-- Opening Marker --
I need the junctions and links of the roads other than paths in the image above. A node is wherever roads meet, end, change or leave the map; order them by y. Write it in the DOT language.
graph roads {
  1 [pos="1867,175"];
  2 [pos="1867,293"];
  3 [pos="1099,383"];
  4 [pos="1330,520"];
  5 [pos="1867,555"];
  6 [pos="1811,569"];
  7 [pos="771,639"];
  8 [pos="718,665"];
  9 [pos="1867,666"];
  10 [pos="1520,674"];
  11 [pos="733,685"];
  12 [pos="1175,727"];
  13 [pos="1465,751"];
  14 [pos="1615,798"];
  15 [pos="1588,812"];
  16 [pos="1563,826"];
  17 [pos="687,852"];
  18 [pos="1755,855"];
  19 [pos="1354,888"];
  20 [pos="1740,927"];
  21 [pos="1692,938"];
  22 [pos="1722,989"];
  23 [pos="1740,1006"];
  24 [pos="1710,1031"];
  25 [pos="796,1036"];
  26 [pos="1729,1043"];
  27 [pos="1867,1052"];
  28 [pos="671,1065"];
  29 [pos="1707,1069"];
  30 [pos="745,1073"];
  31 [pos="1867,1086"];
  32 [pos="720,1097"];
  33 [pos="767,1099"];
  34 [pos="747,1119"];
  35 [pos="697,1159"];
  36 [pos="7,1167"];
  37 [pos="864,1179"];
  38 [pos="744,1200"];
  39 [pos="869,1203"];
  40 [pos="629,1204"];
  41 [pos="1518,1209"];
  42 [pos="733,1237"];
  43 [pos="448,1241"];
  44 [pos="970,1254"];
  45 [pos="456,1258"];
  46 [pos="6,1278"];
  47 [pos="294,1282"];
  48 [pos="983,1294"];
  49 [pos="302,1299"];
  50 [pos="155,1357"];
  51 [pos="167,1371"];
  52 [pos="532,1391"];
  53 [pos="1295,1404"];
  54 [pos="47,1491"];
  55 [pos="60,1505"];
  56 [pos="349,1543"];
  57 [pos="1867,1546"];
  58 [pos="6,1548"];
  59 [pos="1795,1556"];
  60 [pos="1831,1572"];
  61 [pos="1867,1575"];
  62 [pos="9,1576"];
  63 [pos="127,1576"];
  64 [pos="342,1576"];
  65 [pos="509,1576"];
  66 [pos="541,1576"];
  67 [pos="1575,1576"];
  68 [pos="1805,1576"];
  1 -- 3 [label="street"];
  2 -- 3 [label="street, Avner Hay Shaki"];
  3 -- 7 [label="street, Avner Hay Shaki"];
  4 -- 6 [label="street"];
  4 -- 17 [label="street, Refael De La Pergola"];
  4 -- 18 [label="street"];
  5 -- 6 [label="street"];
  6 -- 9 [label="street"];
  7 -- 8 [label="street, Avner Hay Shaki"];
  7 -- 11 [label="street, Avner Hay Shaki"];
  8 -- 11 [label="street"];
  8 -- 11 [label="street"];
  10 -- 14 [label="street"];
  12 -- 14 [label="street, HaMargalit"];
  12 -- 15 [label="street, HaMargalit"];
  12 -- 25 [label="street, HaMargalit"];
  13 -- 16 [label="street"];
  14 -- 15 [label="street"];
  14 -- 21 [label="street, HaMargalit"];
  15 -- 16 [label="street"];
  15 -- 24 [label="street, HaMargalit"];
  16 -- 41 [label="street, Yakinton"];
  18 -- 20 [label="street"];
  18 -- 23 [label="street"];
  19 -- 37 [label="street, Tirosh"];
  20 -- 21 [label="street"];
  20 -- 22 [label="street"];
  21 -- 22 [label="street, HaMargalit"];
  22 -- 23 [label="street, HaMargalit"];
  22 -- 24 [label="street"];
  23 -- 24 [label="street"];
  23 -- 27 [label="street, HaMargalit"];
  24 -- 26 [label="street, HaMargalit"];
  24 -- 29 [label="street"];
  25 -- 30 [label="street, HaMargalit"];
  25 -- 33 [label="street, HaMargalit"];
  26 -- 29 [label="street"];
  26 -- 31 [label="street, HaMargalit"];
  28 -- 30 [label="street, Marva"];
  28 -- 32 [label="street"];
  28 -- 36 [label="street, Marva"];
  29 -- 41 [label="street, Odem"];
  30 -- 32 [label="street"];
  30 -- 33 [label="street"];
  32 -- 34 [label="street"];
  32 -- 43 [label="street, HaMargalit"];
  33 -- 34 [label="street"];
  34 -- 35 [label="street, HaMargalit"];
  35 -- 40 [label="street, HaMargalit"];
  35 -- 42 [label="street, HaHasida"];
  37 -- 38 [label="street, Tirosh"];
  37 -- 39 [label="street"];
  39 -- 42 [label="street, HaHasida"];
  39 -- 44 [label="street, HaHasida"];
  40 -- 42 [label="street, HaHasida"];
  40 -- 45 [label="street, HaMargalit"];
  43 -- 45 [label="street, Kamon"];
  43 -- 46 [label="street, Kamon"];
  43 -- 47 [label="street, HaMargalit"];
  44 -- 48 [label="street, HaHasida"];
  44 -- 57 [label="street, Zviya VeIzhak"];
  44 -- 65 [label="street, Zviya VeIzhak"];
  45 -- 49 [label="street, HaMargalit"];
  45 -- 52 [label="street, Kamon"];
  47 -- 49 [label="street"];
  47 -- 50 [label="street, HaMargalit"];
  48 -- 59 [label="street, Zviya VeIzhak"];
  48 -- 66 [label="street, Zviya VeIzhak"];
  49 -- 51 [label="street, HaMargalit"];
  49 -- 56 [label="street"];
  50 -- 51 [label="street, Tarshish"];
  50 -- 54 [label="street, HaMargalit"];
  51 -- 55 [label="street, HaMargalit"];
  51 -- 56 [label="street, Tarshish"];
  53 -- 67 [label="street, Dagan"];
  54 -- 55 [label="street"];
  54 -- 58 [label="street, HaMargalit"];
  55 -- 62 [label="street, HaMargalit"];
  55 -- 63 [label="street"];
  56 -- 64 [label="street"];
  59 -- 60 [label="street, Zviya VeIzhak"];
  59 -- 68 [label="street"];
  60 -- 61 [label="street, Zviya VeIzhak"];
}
-- Closing Marker --
◆ WHAT YOU NEED TO DO: The task calls for every line of the material that contains the string "Tarshish".

◆ SOLUTION:
  50 -- 51 [label="street, Tarshish"];
  51 -- 56 [label="street, Tarshish"];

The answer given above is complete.